Work request
Every line of the entries below that mentions "Удилова" is to be copied out.

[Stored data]
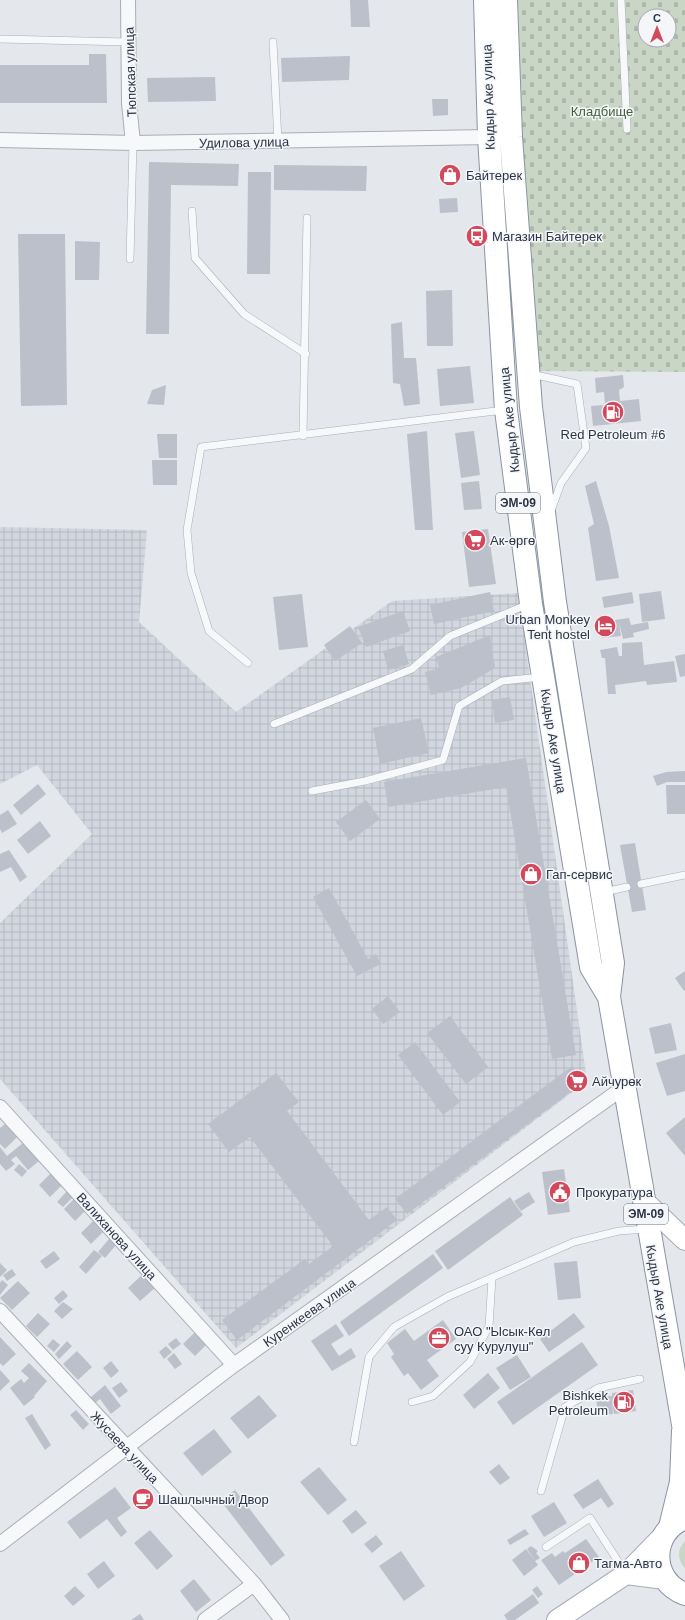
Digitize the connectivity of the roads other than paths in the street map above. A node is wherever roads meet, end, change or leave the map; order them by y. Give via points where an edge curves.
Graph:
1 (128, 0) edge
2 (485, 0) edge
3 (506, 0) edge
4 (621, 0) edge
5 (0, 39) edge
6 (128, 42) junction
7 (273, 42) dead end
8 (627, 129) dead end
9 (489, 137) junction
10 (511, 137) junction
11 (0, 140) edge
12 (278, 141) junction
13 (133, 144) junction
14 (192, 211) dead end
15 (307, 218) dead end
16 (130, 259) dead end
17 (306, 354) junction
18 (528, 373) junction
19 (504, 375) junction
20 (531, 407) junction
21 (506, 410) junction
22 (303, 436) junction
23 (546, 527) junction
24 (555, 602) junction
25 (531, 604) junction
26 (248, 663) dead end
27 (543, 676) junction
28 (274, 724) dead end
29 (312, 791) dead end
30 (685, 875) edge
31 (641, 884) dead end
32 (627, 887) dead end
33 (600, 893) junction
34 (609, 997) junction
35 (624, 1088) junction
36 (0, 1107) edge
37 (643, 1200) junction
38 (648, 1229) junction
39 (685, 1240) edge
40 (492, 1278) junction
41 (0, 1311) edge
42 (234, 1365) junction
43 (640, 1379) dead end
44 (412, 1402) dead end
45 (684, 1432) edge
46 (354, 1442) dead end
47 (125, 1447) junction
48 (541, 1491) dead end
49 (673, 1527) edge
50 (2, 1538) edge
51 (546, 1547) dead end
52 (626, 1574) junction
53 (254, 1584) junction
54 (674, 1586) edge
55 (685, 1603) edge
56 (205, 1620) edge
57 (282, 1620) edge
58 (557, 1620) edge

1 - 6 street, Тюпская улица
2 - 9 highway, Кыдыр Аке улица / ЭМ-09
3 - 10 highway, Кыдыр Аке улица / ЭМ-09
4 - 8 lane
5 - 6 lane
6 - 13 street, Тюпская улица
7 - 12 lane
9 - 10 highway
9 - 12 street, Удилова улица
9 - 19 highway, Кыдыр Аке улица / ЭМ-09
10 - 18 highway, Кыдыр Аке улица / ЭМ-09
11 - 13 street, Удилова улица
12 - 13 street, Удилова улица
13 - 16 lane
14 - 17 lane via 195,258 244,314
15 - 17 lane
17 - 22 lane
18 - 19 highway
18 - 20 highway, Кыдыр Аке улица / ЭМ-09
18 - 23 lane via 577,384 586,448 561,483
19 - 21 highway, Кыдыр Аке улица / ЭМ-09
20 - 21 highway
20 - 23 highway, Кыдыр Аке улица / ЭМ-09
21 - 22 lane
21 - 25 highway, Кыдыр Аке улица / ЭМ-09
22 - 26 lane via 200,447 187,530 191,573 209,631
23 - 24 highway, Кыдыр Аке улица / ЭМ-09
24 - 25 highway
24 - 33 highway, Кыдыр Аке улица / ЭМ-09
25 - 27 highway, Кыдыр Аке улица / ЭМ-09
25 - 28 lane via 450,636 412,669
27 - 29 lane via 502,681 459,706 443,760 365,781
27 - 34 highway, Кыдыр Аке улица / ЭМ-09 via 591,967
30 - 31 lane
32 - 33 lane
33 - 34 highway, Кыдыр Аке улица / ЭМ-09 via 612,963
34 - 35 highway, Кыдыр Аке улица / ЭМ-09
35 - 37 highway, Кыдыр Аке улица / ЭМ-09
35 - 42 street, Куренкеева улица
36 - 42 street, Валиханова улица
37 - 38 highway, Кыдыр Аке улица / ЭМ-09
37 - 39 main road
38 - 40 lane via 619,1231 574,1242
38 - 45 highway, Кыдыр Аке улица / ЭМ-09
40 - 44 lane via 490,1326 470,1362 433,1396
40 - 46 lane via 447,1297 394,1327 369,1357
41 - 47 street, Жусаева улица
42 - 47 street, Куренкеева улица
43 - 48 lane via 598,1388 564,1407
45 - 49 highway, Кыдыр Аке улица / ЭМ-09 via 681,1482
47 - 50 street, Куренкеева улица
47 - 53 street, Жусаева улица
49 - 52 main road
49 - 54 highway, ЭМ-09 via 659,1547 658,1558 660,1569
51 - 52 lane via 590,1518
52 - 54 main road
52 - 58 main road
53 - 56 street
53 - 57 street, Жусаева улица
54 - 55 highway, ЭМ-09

Your solution
9 - 12 street, Удилова улица
11 - 13 street, Удилова улица
12 - 13 street, Удилова улица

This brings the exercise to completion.